RECORD EXTRACTS Start Marker

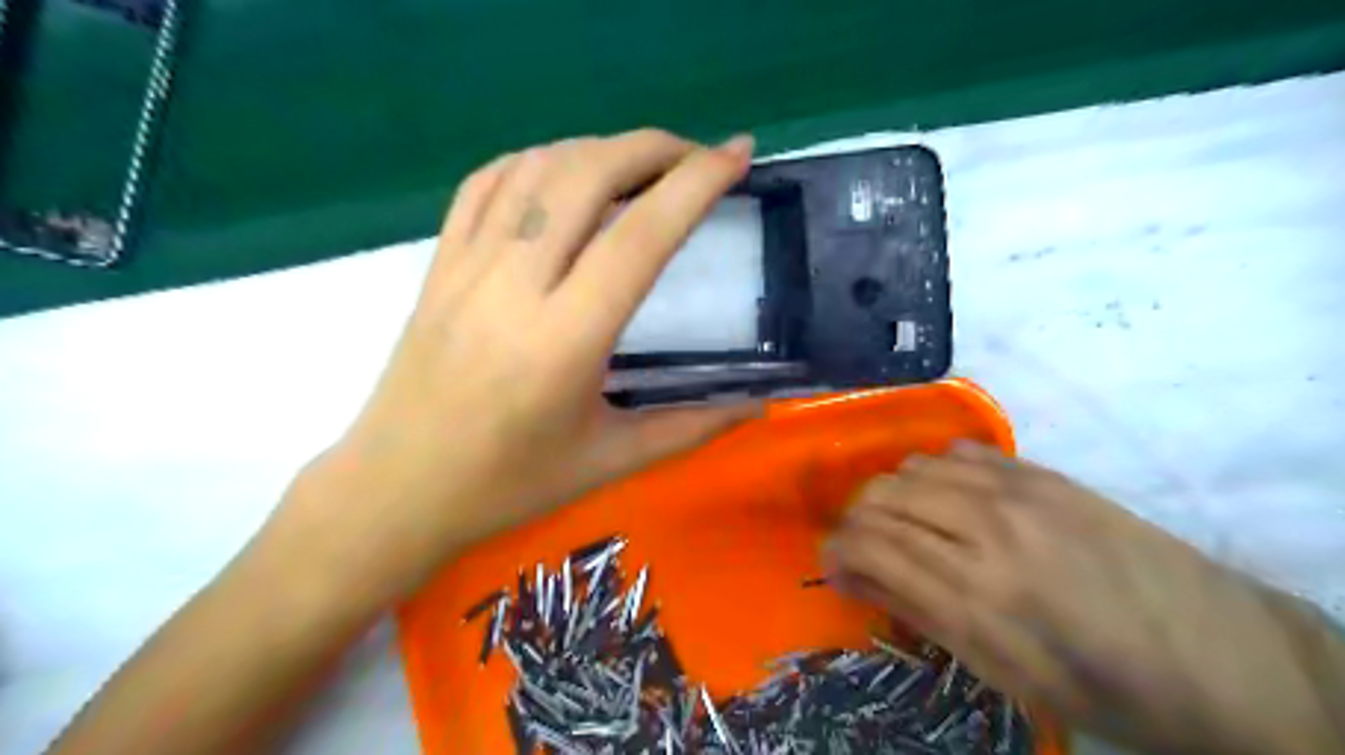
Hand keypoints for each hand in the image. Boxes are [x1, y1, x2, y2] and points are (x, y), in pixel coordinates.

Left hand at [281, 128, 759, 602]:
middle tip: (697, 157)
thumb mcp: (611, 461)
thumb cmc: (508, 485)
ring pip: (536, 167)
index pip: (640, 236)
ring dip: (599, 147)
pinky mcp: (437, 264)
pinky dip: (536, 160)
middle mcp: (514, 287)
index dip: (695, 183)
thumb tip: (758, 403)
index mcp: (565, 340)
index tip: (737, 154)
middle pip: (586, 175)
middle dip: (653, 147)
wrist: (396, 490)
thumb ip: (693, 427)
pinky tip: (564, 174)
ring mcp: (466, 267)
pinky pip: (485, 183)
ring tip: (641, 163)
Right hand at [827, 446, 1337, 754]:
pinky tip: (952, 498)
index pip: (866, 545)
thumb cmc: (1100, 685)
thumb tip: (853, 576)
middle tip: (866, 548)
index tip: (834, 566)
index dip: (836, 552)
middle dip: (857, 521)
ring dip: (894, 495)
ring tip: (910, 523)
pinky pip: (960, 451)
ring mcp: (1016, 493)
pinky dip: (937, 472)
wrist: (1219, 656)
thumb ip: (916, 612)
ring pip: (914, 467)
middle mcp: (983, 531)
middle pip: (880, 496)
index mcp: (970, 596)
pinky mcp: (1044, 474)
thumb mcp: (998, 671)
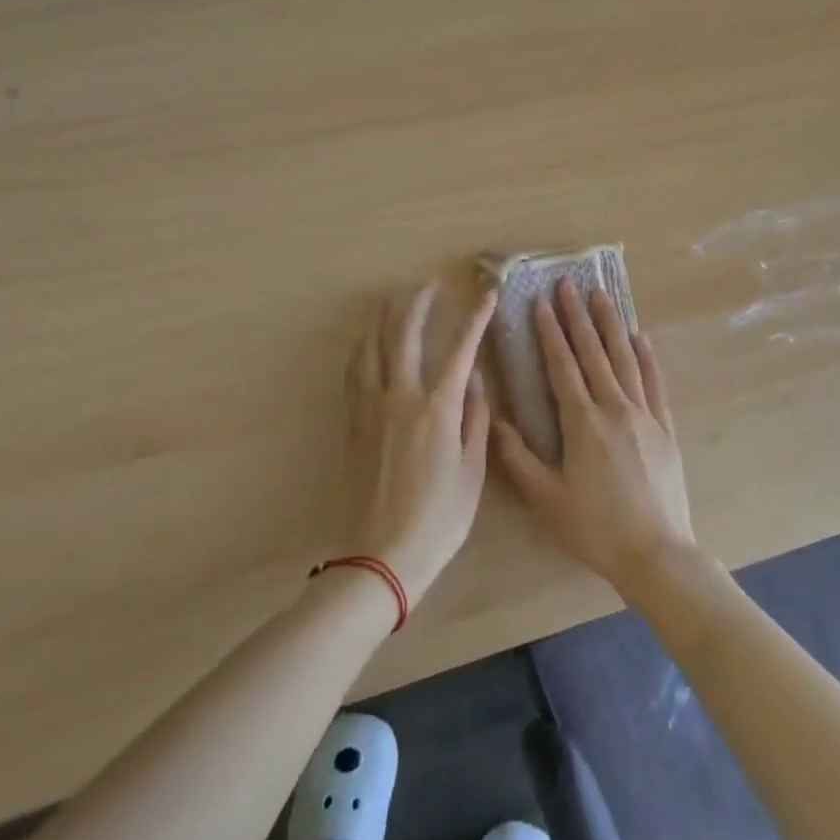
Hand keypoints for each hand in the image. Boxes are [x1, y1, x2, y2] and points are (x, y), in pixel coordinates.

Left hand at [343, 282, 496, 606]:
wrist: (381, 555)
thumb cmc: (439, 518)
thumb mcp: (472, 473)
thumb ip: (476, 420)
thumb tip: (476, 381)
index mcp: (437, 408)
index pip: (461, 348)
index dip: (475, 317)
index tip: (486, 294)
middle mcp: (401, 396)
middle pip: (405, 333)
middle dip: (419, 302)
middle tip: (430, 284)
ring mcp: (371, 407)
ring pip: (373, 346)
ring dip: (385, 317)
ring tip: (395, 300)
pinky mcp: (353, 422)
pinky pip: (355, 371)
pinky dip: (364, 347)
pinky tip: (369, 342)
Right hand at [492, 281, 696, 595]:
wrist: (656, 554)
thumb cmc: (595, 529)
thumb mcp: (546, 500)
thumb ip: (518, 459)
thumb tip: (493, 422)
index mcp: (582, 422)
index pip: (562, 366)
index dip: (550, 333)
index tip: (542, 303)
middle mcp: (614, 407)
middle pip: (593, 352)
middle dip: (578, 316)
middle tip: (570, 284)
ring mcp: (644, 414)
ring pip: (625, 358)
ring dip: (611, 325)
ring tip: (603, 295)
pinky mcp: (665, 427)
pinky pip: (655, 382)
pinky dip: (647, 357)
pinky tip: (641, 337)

RECORD EXTRACTS End Marker

**WHAT YOU HAVE TO DO**
From the line holding "thumb ip: (518, 459)" to the final line of the data, repeat every line exactly. Leave out all the rest.

**RESPONSE TO THE TASK**
thumb ip: (518, 459)
thumb tip: (493, 422)
index mcp: (582, 422)
index pip: (562, 366)
index dip: (550, 333)
index tip: (542, 303)
middle mcp: (614, 407)
middle pip: (593, 352)
middle dip: (578, 316)
middle tip: (570, 284)
ring mcp: (644, 414)
ring pip: (625, 358)
ring dip: (611, 325)
ring tip: (603, 295)
pinky mcp: (665, 427)
pinky pip: (655, 382)
pinky dip: (647, 357)
pinky tip: (641, 337)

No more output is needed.